October 4, 2016
Tan Bui-Thanh, an assistant professor in the Department of Aerospace Engineering and Engineering Mechanics, has received three research grants this year from industry and research organizations alike to study efficient methods for solving challenging inverse problems.
The grants come from the National Science Foundation; Computer Modeling Group Ltd., or CMG, a company that makes software for simulating oil and gas reservoirs; and the King Abdullah University of Science and Technology (KAUST). Each grant supports inverse problem solving applications in oil and gas exploration and recovery, an area of research that’s of increasing societal importance, Bui-Thanh said.
“Energy demand is ever increasing,” Bui-Thanh said. “In parallel to efforts of finding other sources of energy, we need to discover new oil reservoirs and find ways to recover the significant amount of residual oil in existing reservoirs.”
Inverse methods are problem-solving techniques that use mathematical models, typically partial differential equations, along with observational data of a physical phenomenon or environment to make inferences about features relating to that particular phenomenon or environment. A familiar example of an inverse problem solution is the image created by an ultrasound machine, Bui-Thanh said.
“The sound waves transmit through the body and bounce back, and from the echoing waves you can make inferences about something you don’t see inside the body,” Bui-Thanh said.
Left image: An inverse solution using Bui-Thanh’s Newton-EnKF method for a hydraulic conductivity problem. Right image: The true solution for the hydraulic conductivity problem.
Instead of imaging part of the body, Bui-Thanh’s research involves imaging parts of the Earth—a problem that’s much larger in scale than a medical ultrasound. The research involves analyzing large amounts of observational data together with big mathematical models to image the earth’s interior, and then determining the uncertainty present in the image. Bui-Thanh said that calculating uncertainty is a vital part of the process because imperfections in the data always exist and need to be accounted for to understand the accuracy of the inverse problem solution.
“Seismic inversion and reservoir history matching involve lots of data—some would say “big data”—noisy data,” Bui-Thanh said. “We don’t only give a solution, but also the estimated uncertainty.”
The National Science Foundation grant supports research into reservoir simulation, and software processing on high performance computers. Specifically, Bui-Thanh is focusing on developing the Weak Galerkin and Hybridized Discontinuous Galerkin Methods, types of finite element analysis, to boost the problem-solving speed by improving how unknowns are reduced and distributed across computers with potentially thousands of processing cores.
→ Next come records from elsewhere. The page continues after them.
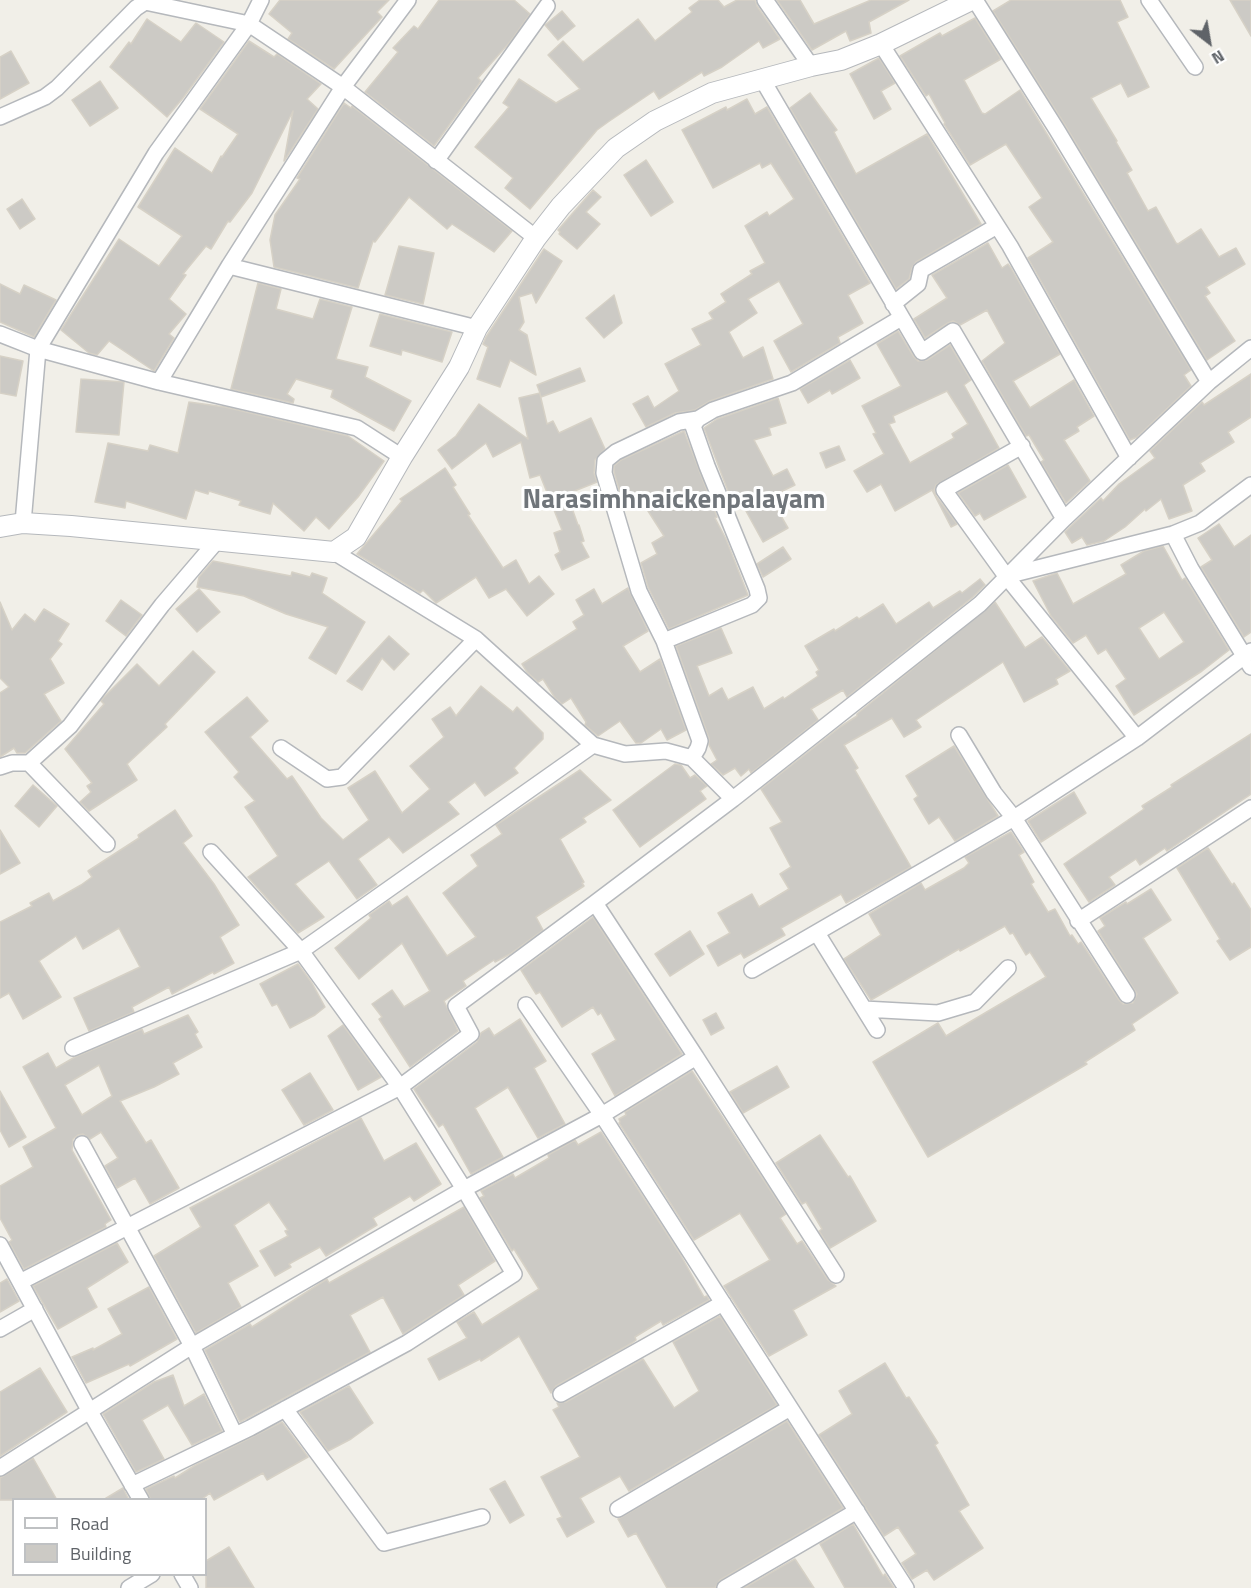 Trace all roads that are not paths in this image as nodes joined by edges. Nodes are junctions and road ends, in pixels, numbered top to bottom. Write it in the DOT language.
graph roads {
  1 [pos="261,0"];
  2 [pos="408,0"];
  3 [pos="765,0"];
  4 [pos="973,0"];
  5 [pos="1149,0"];
  6 [pos="547,6"];
  7 [pos="249,24"];
  8 [pos="881,44"];
  9 [pos="811,66"];
  10 [pos="1195,67"];
  11 [pos="762,79"];
  12 [pos="343,87"];
  13 [pos="0,117"];
  14 [pos="436,161"];
  15 [pos="997,226"];
  16 [pos="536,238"];
  17 [pos="229,266"];
  18 [pos="897,311"];
  19 [pos="477,328"];
  20 [pos="0,334"];
  21 [pos="1251,348"];
  22 [pos="38,349"];
  23 [pos="159,382"];
  24 [pos="1209,382"];
  25 [pos="698,419"];
  26 [pos="1022,446"];
  27 [pos="402,457"];
  28 [pos="1129,458"];
  29 [pos="1251,485"];
  30 [pos="1064,519"];
  31 [pos="23,523"];
  32 [pos="0,527"];
  33 [pos="1173,534"];
  34 [pos="216,542"];
  35 [pos="334,552"];
  36 [pos="1006,576"];
  37 [pos="476,639"];
  38 [pos="664,641"];
  39 [pos="1248,658"];
  40 [pos="959,735"];
  41 [pos="1137,738"];
  42 [pos="593,745"];
  43 [pos="280,748"];
  44 [pos="692,758"];
  45 [pos="29,763"];
  46 [pos="0,767"];
  47 [pos="733,799"];
  48 [pos="1251,808"];
  49 [pos="1014,818"];
  50 [pos="107,844"];
  51 [pos="211,852"];
  52 [pos="595,903"];
  53 [pos="1078,921"];
  54 [pos="817,933"];
  55 [pos="301,951"];
  56 [pos="1008,968"];
  57 [pos="752,970"];
  58 [pos="1127,995"];
  59 [pos="526,1005"];
  60 [pos="864,1009"];
  61 [pos="878,1030"];
  62 [pos="73,1048"];
  63 [pos="696,1057"];
  64 [pos="400,1087"];
  65 [pos="602,1115"];
  66 [pos="82,1144"];
  67 [pos="464,1189"];
  68 [pos="128,1227"];
  69 [pos="0,1245"];
  70 [pos="836,1275"];
  71 [pos="20,1282"];
  72 [pos="723,1303"];
  73 [pos="35,1309"];
  74 [pos="0,1329"];
  75 [pos="192,1346"];
  76 [pos="561,1394"];
  77 [pos="790,1408"];
  78 [pos="285,1409"];
  79 [pos="89,1410"];
  80 [pos="235,1435"];
  81 [pos="0,1468"];
  82 [pos="132,1485"];
  83 [pos="140,1498"];
  84 [pos="618,1509"];
  85 [pos="857,1512"];
  86 [pos="482,1517"];
  87 [pos="150,1576"];
  88 [pos="129,1588"];
  89 [pos="724,1588"];
  90 [pos="906,1588"];
  1 -- 7 [label="street"];
  2 -- 12 [label="street"];
  3 -- 9 [label="street"];
  4 -- 8 [label="street"];
  4 -- 24 [label="street"];
  5 -- 10 [label="street"];
  6 -- 14 [label="street"];
  7 -- 12 [label="street"];
  7 -- 13 [label="street"];
  7 -- 22 [label="street"];
  8 -- 9 [label="street"];
  8 -- 15 [label="street"];
  9 -- 11 [label="street"];
  11 -- 16 [label="street"];
  11 -- 18 [label="street"];
  12 -- 14 [label="street"];
  12 -- 17 [label="street"];
  14 -- 16 [label="street"];
  15 -- 18 [label="street"];
  15 -- 28 [label="street"];
  16 -- 19 [label="street"];
  17 -- 19 [label="street"];
  17 -- 23 [label="street"];
  18 -- 25 [label="street"];
  18 -- 26 [label="street"];
  19 -- 27 [label="street"];
  20 -- 22 [label="street"];
  21 -- 24 [label="street"];
  22 -- 23 [label="street"];
  22 -- 31 [label="street"];
  23 -- 27 [label="street"];
  24 -- 28 [label="street"];
  25 -- 38 [label="street"];
  25 -- 38 [label="street"];
  26 -- 30 [label="street"];
  26 -- 36 [label="street"];
  27 -- 35 [label="street"];
  28 -- 30 [label="street"];
  29 -- 33 [label="street"];
  30 -- 36 [label="street"];
  31 -- 32 [label="street"];
  31 -- 34 [label="street"];
  33 -- 36 [label="street"];
  33 -- 39 [label="street"];
  34 -- 35 [label="street"];
  34 -- 45 [label="street"];
  35 -- 37 [label="street"];
  36 -- 41 [label="street"];
  36 -- 47 [label="street"];
  37 -- 42 [label="street"];
  37 -- 43 [label="street"];
  38 -- 44 [label="street"];
  39 -- 41 [label="street"];
  40 -- 49 [label="street"];
  41 -- 49 [label="street"];
  42 -- 44 [label="street"];
  42 -- 55 [label="street"];
  44 -- 47 [label="street"];
  45 -- 46 [label="street"];
  45 -- 50 [label="street"];
  47 -- 52 [label="street"];
  48 -- 53 [label="street"];
  49 -- 53 [label="street"];
  49 -- 54 [label="street"];
  51 -- 55 [label="street"];
  52 -- 63 [label="street"];
  52 -- 64 [label="street"];
  53 -- 58 [label="street"];
  54 -- 57 [label="street"];
  54 -- 60 [label="street"];
  55 -- 62 [label="street"];
  55 -- 64 [label="street"];
  56 -- 60 [label="street"];
  59 -- 65 [label="street"];
  60 -- 61 [label="street"];
  63 -- 65 [label="street"];
  63 -- 70 [label="street"];
  64 -- 67 [label="street"];
  64 -- 68 [label="street"];
  65 -- 67 [label="street"];
  65 -- 72 [label="street"];
  66 -- 68 [label="street"];
  67 -- 75 [label="street"];
  67 -- 78 [label="street"];
  68 -- 71 [label="street"];
  68 -- 75 [label="street"];
  69 -- 71 [label="street"];
  71 -- 73 [label="street"];
  72 -- 76 [label="street"];
  72 -- 77 [label="street"];
  73 -- 74 [label="street"];
  73 -- 79 [label="street"];
  75 -- 79 [label="street"];
  75 -- 80 [label="street"];
  77 -- 84 [label="street"];
  77 -- 85 [label="street"];
  78 -- 80 [label="street"];
  78 -- 86 [label="street"];
  79 -- 81 [label="street"];
  79 -- 82 [label="street"];
  80 -- 82 [label="street"];
  82 -- 83 [label="street"];
  85 -- 89 [label="street"];
  85 -- 90 [label="street"];
  87 -- 88 [label="street"];
}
For the CMG grant, the focus is on developing methods that can estimate how much residual oil is left in a reservoir that’s already been tapped. Bui-Thanh is collaborating on the project with Quoc Nguyen, an associate professor in UT Austin’s Department of Petroleum and Geosystems Engineering. While Nguyen is developing methods to extract residual resources, Bui-Thanh is working on a physics-based math model to quantify how much leftover oil a reservoir can be expected to hold. With enhanced recovery techniques able to produce 30 to 60 percent of the original amount of oil held in a reservoir, the amount of oil left in a reservoir can be significant.
For the KAUST grant, the research supports mathematical analysis that can help distinguish a valuable reservoir from a dud. The work involves developing efficient methods for jointly analyzing seismic data (which is good at detecting reservoirs in rock formations) and electromagnetic data (which is good at distinguishing oil reservoirs from salt water reservoirs). Collaborating with Bui-Thanh is Omar Ghattas, the director of the Center for Computational Geosciences and Optimization at UT Austin’s Institute for Computational Engineering and Sciences, and scientists from KAUST and New York University.
All three research projects began this year and are currently in progress, Bui-Thanh said. He believes that inverse modeling’s ability to turn “big data” into actionable information to recover unreachable objects through big mathematical models makes the method valuable in the areas of energy exploration and production.